A Guide On How To Enjoy Classical Music
Issue   |   Tue, 10/23/2012 - 23:36
Image courtesy of bach-cantatas.com
Mahler’s symphonies can be just as pleasurable as popular music — they just require a few more listens.

I’m very excited for the Amherst College Orchestra’s upcoming season, because they’re playing two of the greatest pieces of music ever written: Beethoven’s 5th Symphony and Mahler’s 5th Symphony. Of these two, you’ve probably only heard the former. While the latter is one of Mahler’s better-known works, it is still quite obscure in comparison to Beethoven’s 5th. I want to convince you to not only go to the concert featuring Mahler’s 5th, but also to go prepared. It might seem odd to write about a concert so far in advance, but the kind of preparation I’m advocating requires more than just a week.

Let’s talk about obscurity and ubiquity in classical music. Ubiquity is really the exception, not the rule. You can find the 20 or so pieces of classical music anyone has ever heard on a Sporcle quiz, and only some of them are actually considered “great pieces” by music aficionados. That leaves out the hundreds/thousands (whatever) of masterpieces the general public doesn’t know particularly well. Mahler’s 5th is one such masterpiece.

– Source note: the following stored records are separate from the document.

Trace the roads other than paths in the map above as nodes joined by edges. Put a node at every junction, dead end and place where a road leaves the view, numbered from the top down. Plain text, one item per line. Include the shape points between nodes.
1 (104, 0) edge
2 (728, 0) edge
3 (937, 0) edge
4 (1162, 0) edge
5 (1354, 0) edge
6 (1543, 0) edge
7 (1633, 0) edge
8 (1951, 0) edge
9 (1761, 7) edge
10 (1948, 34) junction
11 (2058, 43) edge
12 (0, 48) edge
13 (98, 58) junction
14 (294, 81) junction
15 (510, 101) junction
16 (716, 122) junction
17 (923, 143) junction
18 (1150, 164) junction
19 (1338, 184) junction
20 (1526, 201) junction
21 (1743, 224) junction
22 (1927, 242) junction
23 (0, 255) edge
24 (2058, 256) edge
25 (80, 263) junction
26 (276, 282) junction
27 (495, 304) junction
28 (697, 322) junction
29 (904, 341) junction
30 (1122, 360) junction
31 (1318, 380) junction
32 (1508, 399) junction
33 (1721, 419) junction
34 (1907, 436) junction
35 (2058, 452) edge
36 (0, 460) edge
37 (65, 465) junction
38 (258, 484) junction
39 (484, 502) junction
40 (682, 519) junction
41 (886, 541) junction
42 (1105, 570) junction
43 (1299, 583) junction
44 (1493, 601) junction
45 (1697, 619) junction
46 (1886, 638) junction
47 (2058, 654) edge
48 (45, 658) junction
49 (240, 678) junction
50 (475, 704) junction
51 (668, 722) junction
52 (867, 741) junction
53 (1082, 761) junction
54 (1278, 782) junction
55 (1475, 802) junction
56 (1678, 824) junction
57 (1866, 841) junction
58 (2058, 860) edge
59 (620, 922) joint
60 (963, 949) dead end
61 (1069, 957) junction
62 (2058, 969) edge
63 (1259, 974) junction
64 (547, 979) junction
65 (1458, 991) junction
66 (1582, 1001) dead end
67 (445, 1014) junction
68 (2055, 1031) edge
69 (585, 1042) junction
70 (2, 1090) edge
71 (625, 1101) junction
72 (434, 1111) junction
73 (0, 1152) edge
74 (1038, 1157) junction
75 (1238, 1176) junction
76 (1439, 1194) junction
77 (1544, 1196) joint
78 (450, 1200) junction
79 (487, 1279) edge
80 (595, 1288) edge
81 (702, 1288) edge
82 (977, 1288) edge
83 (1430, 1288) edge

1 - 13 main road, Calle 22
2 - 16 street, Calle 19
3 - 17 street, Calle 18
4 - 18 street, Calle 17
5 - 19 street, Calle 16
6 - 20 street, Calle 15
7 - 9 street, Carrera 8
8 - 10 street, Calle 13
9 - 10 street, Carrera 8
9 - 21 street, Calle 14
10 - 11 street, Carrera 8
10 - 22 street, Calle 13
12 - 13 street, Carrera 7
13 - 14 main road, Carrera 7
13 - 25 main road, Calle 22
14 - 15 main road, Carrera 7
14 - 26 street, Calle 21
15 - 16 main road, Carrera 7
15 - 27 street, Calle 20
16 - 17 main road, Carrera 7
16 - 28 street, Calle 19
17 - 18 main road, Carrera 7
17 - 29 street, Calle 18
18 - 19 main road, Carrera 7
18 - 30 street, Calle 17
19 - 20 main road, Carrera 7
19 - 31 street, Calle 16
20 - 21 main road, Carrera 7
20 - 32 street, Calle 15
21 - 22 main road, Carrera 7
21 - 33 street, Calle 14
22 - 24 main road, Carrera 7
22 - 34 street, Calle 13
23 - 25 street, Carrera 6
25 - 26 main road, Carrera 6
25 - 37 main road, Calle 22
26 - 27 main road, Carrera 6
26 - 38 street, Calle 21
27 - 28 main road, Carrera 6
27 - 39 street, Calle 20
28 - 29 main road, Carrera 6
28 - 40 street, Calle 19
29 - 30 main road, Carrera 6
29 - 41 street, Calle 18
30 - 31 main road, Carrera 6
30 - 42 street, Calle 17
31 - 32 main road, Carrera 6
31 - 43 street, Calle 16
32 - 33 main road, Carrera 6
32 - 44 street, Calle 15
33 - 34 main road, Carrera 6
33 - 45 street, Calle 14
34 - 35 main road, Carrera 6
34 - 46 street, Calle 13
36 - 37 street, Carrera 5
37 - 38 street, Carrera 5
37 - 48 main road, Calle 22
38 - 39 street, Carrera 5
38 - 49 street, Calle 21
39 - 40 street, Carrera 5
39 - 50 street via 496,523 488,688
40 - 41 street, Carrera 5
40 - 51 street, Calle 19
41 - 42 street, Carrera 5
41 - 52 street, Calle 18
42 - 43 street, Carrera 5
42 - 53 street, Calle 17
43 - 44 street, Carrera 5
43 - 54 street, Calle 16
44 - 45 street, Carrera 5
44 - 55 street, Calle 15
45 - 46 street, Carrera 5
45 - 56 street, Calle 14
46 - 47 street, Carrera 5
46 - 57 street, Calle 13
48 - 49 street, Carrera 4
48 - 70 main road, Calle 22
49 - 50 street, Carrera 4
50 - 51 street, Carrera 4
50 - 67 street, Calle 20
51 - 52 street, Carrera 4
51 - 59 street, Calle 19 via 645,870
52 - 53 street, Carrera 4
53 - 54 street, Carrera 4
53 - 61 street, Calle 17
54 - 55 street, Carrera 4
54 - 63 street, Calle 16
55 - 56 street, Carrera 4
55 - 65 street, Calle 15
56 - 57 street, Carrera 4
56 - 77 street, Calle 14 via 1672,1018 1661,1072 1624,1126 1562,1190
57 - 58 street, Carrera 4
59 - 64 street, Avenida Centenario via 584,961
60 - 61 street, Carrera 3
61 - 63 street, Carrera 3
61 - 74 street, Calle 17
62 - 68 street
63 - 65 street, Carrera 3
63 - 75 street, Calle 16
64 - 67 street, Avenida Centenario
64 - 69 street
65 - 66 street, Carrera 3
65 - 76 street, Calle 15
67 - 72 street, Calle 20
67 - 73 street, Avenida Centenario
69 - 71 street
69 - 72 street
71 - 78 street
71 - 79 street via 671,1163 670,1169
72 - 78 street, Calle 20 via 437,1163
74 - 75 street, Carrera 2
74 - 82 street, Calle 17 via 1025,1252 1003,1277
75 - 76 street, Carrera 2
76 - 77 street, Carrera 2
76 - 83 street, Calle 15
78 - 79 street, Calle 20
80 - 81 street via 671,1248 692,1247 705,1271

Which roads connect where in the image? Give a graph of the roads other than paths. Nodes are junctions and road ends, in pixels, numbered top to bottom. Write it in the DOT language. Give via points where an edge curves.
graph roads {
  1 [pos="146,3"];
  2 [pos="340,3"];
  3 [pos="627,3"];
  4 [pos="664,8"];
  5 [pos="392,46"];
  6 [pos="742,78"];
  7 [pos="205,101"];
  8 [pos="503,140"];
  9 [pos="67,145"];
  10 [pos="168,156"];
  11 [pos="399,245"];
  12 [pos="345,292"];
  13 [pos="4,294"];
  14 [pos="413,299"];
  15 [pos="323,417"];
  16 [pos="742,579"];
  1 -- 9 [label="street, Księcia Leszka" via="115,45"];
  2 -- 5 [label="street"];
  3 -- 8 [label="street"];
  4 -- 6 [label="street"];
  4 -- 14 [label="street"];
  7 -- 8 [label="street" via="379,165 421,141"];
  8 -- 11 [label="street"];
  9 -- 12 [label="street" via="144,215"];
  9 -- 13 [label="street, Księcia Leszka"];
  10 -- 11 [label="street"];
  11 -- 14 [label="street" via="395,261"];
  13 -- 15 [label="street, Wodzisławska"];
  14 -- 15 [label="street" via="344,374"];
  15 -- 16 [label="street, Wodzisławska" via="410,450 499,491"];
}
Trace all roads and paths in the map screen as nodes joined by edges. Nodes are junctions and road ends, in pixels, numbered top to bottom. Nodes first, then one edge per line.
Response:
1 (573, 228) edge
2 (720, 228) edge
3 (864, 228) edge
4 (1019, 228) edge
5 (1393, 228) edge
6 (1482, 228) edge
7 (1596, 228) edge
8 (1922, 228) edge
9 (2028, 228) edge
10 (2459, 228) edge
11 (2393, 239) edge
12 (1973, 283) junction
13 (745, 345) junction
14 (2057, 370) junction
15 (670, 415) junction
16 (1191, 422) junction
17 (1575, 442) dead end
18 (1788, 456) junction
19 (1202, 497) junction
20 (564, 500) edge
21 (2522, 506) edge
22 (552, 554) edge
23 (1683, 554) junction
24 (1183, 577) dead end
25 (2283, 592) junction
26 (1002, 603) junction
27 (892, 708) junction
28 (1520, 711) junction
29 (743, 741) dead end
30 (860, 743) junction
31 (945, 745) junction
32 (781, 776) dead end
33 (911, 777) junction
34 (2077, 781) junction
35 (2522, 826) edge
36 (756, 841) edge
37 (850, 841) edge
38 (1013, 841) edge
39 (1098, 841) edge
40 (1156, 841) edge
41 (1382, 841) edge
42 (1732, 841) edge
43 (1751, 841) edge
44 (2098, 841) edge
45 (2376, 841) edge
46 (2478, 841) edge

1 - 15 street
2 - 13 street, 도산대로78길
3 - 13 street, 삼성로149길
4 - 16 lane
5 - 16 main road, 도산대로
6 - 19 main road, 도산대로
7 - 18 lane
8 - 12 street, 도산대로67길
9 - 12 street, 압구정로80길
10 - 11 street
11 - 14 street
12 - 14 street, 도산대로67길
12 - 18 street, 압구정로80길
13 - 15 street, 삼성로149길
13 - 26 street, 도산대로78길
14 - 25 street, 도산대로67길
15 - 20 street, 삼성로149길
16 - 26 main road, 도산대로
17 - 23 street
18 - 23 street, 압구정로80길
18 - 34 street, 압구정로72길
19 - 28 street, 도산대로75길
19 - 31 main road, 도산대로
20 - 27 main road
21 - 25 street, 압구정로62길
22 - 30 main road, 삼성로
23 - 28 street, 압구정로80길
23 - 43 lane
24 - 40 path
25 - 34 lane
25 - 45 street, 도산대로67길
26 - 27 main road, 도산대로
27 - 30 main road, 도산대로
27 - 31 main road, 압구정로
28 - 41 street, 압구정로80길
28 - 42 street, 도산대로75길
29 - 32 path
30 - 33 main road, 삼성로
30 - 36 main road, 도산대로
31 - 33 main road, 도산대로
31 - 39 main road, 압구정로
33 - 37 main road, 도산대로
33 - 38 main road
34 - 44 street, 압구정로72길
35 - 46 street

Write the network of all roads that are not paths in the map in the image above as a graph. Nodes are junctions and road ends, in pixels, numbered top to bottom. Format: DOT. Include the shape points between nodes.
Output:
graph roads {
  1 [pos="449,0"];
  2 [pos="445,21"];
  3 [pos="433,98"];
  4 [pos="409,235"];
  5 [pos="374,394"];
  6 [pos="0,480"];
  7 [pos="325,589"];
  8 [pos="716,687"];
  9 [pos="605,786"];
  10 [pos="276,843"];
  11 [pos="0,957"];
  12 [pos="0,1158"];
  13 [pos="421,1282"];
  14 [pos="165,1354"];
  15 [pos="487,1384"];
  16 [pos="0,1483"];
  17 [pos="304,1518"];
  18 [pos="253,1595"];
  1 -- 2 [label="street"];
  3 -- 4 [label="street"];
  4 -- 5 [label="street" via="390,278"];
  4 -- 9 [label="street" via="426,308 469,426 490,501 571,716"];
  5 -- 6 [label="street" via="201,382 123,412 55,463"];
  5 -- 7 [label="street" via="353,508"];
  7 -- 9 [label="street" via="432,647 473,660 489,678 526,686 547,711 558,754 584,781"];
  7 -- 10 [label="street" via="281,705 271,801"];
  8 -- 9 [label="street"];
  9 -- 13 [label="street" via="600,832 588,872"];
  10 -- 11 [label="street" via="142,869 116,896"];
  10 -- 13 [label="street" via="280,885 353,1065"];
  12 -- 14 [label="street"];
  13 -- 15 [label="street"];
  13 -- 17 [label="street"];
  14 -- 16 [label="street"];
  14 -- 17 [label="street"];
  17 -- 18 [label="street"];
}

But even if the word “masterpiece” intrigues you, don’t just show up to Buckley expecting it to blow you away in the same way that Beethoven’s 5th will. If you go to both concerts without any preparation, I predict you will love Beethoven’s 5th and be bored by Mahler’s 5th. In fact, you don’t have to take my word for it. Look up both pieces on YouTube, and give the first movement of each piece a listen. I’m sure you’ll like Beethoven’s 5th much more. Why is that? Is it because Beethoven’s 5th is just better? I guess that’s a reasonable explanation: Beethoven’s 5th is really the only good piece of classical music out there, which accounts for both why you like it and why you hear it everywhere in pop culture. Mahler’s 5th isn’t really that good, which is why you’re bored by it and why you never hear it anywhere (except for the adagietto in “Death in Venice”).

That explanation is incorrect. Mahler’s 5th is just as catchy as Beethoven’s 5th, but you haven’t listened to it enough to hear its beauty. I use the word “catchy,” because in my experience it’s the only word I can possibly use to describe a great piece of music without people associating it with the intellectual, academic appreciation of classical music — which some people seem to think is the only way to enjoy it. If I say a piece is “beautiful,” it’ll be interpreted as some abstract beauty of form and symbolism that you can only understand if you’re a very experienced listener. However, if I say it’s “catchy,” people know what I mean: it sounds good like how most normal songs sound good. With this diction comes the risk of selling the music short, for “catchy” songs are often regarded as unsophisticated or shallow, but I certainly don’t mean that. To get just a little philosophical, I would argue that, qualitatively, the type of pleasure you get from “Bad Romance” and from great pieces of classical music is the same, but, quantitatively, the pleasure you get from the latter is much stronger and more powerful.

The caveat, however, is that to get this greater enjoyment out of classical music — or even any enjoyment out of it — you must know the piece well, and the only way to do that is to listen to it over and over again. That’s hard to do, because the first few listens are boring, and it’s all too easy to give up at that point and put on your favorite Beatles song. It takes a little bit of blind faith — listening to a piece of music you’re getting nothing out of on the hopes that you’ll maybe like it after hearing it the seventh time — but I promise it’s well worth the effort.

Let’s go back a couple paragraphs: why is it that, right now, you like Beethoven more than Mahler? Is it that Beethoven wrote better music? No, here’s the better theory of causality: Beethoven’s 5th is well known and Mahler’s 5th is not, for complicated reasons that don’t matter, and you like Beethoven’s 5th more precisely because you’ve heard it more. This music is complex, and it takes several listens to actually hear the melodies — yes, catchy melodies just like in those songs by bands that everyone likes so much. Terrible mash-ups and movie soundtracks have already prepared you for the Beethoven component of this season, but no one has prepared you for Mahler.Only you can prepare yourself for Mahler, and it’s incredibly easy: search on YouTube, go on Spotify, buy a CD (just kidding) or somehow gain access to some performance of Mahler’s 5th Symphony. In fact, one of our many privileges as Amherst students is access to the Music Library at Arms, from which you can check out many different recordings of Mahler's 5th (among thousands of other CDs of all kinds of music), and I highly recommend taking advantage of it. Put a recording of it on in the background while you do your homework, and your brain will gradually process it for you. Over time and over many repeated listens, you will start to hear everything as a melody, and then on May 4, the Amherst College Symphony Orchestra’s live performance of it will blow your mind.